Prevenida ante la actuación diabólica de su falda y su cintura, se giró más lentamente y acercó a sus labios a los de Mike, mucho más cauta y algo expectante. ¿Qué más podía hacer por un extraño?

El beso de Mike fue más ligero y desenfadado, como si le pareciese incorrecto aparentar un enamoramiento. Las manos en la cintura de Trudy simbolizaban el poder que todo hombre desea ejercer sobre el cuerpo de una mujer. Un poder que Mike tenía y que los dos sabían que ejercería cuando se le antojase.

Mike le ofreció el taburete y Trudy se levantó la falda para sentarse como tenía establecido. El gesto fue rápido y las nalgas solo estuvieron visibles unos instantes, pero estaba segura que los que estaban en la mesa de al lado pudieron apreciar la vista. Esa sería su vida desde ahora. Dejó las rodillas ligeramente separadas y el pecho bien erguido a pesar de sus puntas humeantes.

Ahora le tocó a Mike apreciar su muslo desnudo y acogedor. Trudy separó algo más las piernas ante la demanda. Miró a Enko tratando de no parecer demasiado orgullosa.

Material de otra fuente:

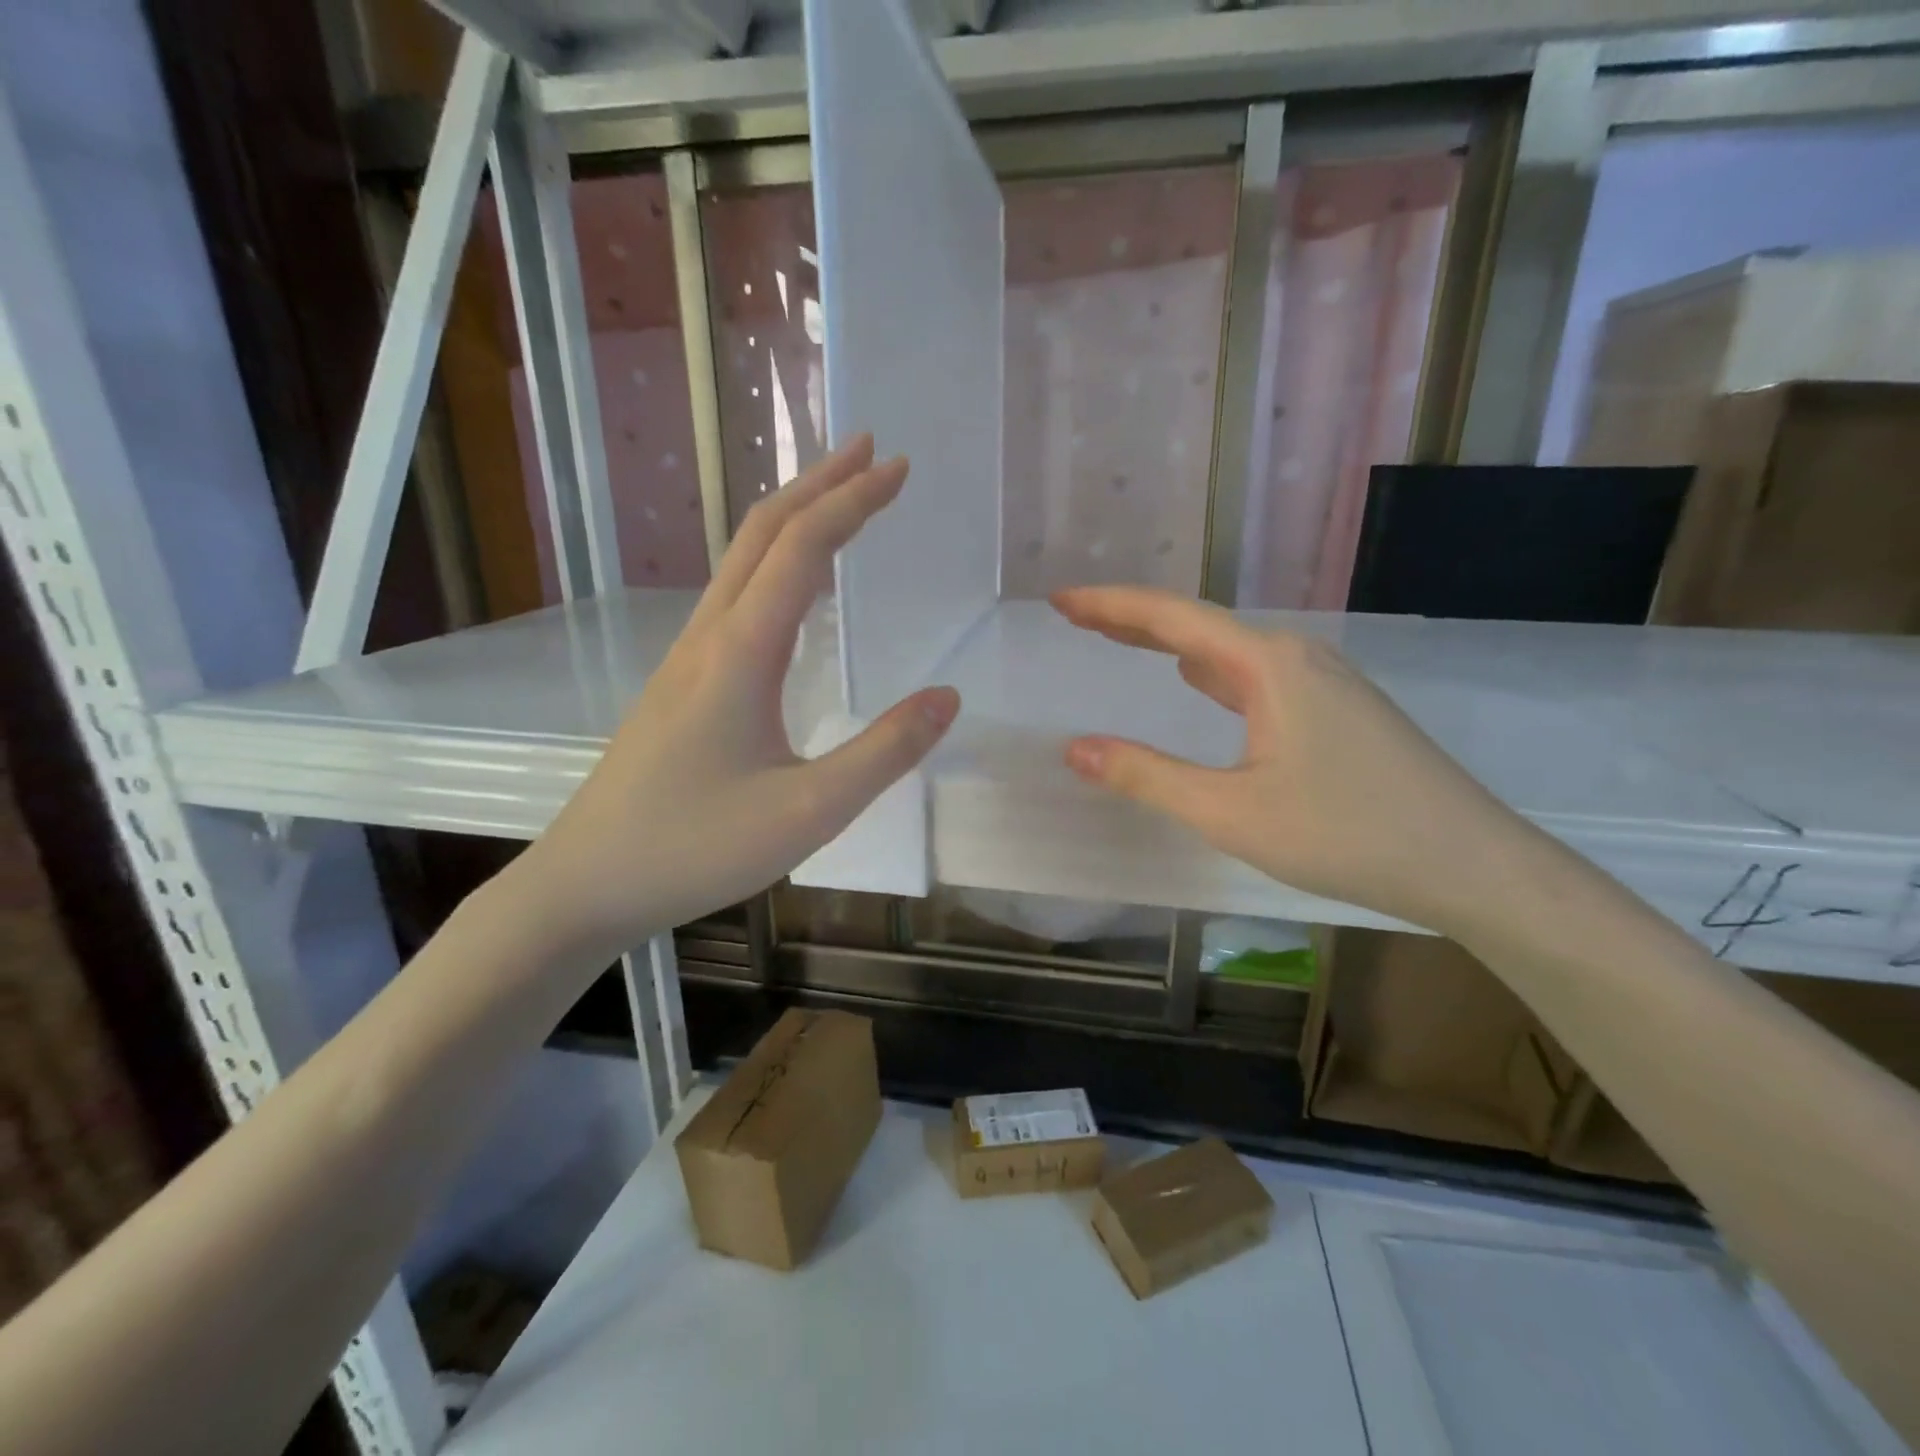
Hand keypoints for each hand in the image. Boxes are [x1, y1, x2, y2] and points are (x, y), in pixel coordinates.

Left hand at [509, 438, 959, 962]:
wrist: (589, 881)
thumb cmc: (698, 847)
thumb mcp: (810, 810)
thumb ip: (885, 752)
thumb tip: (949, 697)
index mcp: (741, 652)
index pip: (803, 548)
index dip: (854, 500)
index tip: (900, 468)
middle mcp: (709, 636)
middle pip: (762, 531)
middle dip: (820, 483)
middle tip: (873, 453)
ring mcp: (687, 656)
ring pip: (741, 559)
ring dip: (793, 517)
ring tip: (841, 499)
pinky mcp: (681, 681)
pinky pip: (733, 595)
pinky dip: (774, 561)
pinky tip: (793, 585)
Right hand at [1052, 586, 1526, 934]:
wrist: (1470, 863)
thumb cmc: (1346, 834)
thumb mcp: (1230, 811)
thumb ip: (1147, 776)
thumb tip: (1075, 750)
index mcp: (1268, 664)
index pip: (1171, 619)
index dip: (1110, 606)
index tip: (1061, 601)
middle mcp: (1296, 655)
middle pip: (1199, 624)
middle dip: (1133, 618)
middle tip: (1077, 616)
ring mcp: (1323, 679)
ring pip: (1228, 649)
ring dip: (1170, 643)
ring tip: (1123, 640)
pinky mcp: (1337, 707)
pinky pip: (1254, 673)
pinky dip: (1210, 670)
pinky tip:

—Hemos tenido tiempo de elucubrar un poco. Y hemos pensado en mejorar la sensibilidad de tu cuerpo en general —anunció Enko como si hablase de la gama comercial de un producto.

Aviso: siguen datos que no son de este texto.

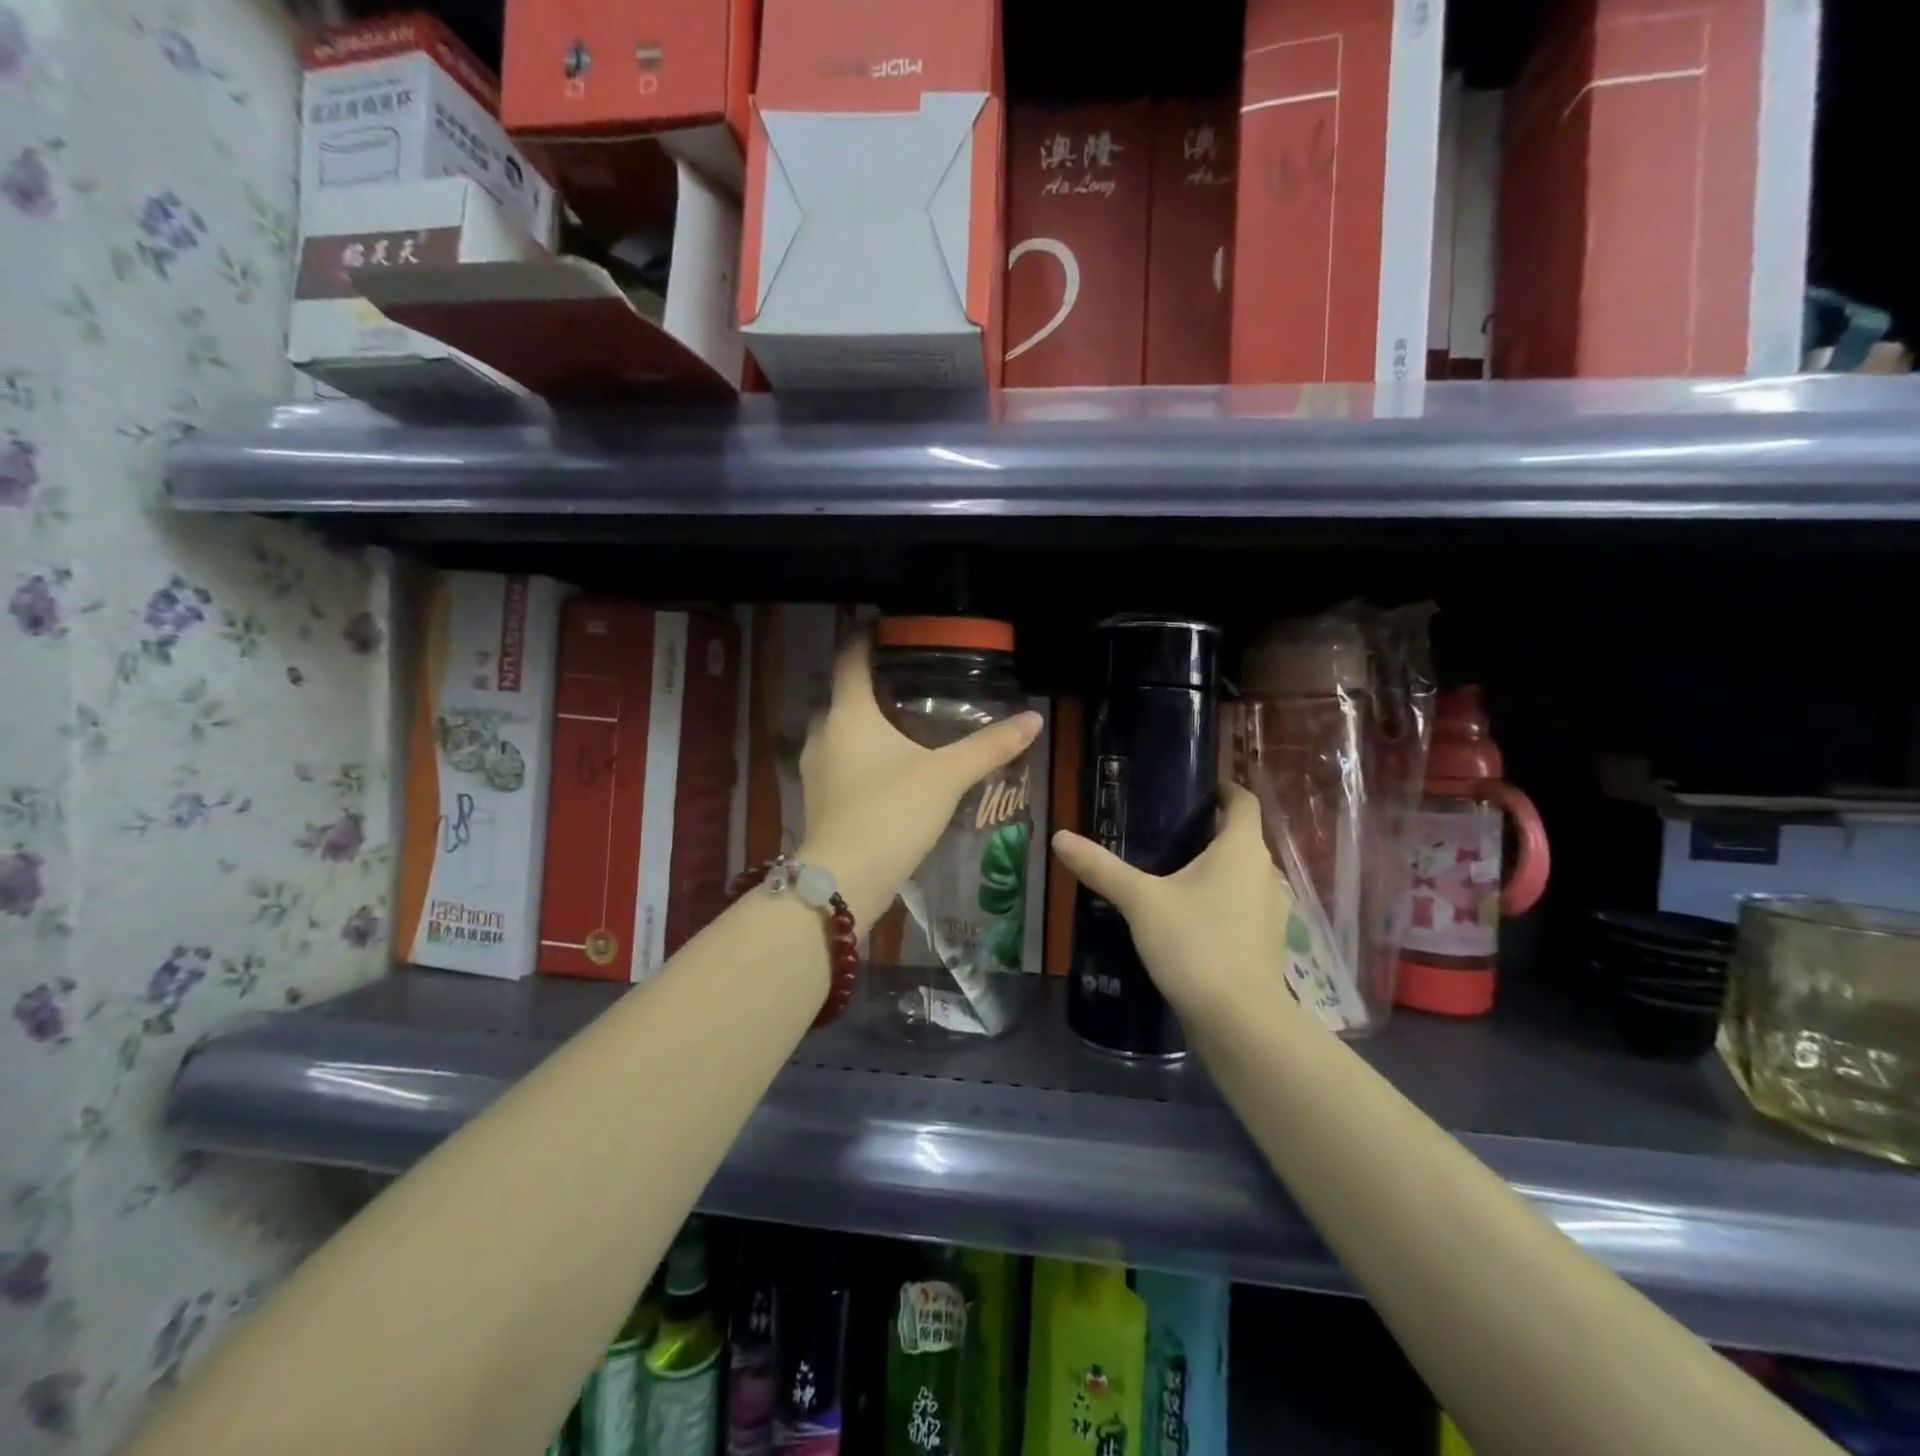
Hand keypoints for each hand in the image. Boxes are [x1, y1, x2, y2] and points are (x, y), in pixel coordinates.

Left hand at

—¿De qué manera? —preguntó Trudy, más por estar avisada que como intento de protesta.

—Lo habitual: pezones, clítoris, labios vaginales. Boca, lengua, orejas, ombligo. Nalgas. Ya sabes.

No, no lo sabía. Pero Trudy puso cara hierática.

—Solo tenemos una pequeña duda sobre dónde buscarte más sensibilidad, T —dijo Mike sin dejar el muslo. —Es discernir sobre los pezones o el clítoris. La eterna duda.

Trudy ni siquiera se había imaginado nunca que eso pudiera ser un dilema. Ya era bastante sensible en esos lugares sin necesidad de ninguna intervención.

—Por favor, no necesito cambios.

—Ya lo sabemos, T. Solo que no depende de ti. Está bien, Mike. Creo que aceptaré tu sugerencia. T, mejoraremos la sensibilidad en tus pezones en un cincuenta por ciento y en un veinticinco por ciento en tu clítoris, al igual que en los labios vaginales.

La incertidumbre no se acababa nunca.

—T, una vez decidido lo mundano, vamos con los cambios estéticos. Labios más jugosos. Piernas más esbeltas y nalgas más firmes. Un mínimo de reducción de 5 centímetros en la cintura y treinta centímetros de aumento en el pecho. Además de eso otros cinco centímetros a tu elección.

—¿A mi elección?

—Sí o cinco centímetros más de pecho o cinco menos de talle. Nosotros no nos hemos puesto de acuerdo.

Trudy no olvidaba las manos en la cintura.

—Cinco menos de cintura —solicitó con firmeza fingida.

—Bien dicho. Eso harán treinta más de pecho y diez menos de cintura. ¿Por qué no lo dejamos en otros cinco más pecho ya puestos? —preguntó Enko.

Trudy suspiró. Su cintura de sesenta pasaría a ser de cincuenta y su pecho de sesenta a noventa y cinco. Asintió.

—Bueno, es hora de que me vaya. Supongo que tienes estos días libres. Mike te dirá lo que debes de hacer. Creo que es conveniente que te cate un poco ahora, antes del cambio. Disfrutad.